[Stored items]
----
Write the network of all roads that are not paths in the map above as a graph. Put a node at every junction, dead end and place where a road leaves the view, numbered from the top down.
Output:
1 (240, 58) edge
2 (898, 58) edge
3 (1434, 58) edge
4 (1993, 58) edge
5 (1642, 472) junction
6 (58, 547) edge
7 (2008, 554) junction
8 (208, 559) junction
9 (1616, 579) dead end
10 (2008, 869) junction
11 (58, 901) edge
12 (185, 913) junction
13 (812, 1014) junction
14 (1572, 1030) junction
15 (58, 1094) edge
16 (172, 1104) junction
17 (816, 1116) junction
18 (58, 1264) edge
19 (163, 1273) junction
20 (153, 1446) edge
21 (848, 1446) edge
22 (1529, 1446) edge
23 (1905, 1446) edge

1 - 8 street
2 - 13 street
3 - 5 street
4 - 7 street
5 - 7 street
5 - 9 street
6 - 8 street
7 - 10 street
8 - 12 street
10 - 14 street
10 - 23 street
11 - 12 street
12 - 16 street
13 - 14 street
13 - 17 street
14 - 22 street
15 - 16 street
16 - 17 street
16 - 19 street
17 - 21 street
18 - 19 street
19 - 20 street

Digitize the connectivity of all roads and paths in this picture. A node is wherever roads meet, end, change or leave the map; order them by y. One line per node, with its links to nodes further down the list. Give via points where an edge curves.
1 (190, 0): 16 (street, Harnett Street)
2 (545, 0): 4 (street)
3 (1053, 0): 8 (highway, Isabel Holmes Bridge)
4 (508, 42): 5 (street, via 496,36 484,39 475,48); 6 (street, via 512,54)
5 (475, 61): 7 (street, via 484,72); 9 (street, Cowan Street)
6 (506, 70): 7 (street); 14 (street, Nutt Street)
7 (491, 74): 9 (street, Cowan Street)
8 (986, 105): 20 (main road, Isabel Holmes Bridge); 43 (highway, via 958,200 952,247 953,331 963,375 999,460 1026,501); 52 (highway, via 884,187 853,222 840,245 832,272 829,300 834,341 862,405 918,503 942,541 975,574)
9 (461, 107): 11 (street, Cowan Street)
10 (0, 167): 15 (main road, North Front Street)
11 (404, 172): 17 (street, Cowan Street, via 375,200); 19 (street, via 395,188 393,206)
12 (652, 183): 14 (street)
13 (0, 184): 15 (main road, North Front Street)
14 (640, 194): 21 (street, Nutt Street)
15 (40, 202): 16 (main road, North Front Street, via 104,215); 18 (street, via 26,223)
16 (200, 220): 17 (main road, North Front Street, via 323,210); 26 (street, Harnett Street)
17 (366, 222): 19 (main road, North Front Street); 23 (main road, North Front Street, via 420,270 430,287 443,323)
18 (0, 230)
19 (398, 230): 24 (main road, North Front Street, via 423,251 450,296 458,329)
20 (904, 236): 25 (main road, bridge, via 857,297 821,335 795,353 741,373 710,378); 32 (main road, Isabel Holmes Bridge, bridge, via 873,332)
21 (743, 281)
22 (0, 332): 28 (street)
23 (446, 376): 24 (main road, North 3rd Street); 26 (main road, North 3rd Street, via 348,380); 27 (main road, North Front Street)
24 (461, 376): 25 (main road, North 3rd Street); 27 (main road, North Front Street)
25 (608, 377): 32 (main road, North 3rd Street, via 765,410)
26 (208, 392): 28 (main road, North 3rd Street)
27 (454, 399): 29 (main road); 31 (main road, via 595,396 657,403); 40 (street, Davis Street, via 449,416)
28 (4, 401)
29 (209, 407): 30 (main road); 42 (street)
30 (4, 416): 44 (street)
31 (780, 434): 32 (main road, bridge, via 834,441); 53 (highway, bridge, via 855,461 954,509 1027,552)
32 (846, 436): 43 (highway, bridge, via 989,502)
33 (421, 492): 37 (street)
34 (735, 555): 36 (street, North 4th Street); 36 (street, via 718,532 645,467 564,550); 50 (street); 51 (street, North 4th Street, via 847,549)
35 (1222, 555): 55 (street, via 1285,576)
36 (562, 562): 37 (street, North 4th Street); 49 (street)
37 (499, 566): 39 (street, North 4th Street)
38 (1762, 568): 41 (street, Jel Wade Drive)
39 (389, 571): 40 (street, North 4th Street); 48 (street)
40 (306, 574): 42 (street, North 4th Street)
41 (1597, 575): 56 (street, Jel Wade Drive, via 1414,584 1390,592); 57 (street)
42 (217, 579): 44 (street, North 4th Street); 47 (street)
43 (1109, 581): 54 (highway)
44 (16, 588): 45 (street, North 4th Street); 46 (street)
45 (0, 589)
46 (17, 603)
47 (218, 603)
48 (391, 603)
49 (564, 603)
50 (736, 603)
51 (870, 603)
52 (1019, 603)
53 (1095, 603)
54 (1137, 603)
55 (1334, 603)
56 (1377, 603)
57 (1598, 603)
----
### Instructions for the task:
Show the lines above with "Nutt".

### Solution for this task:
6 (506, 70): 7 (street); 14 (street, Nutt Street)
14 (640, 194): 21 (street, Nutt Street)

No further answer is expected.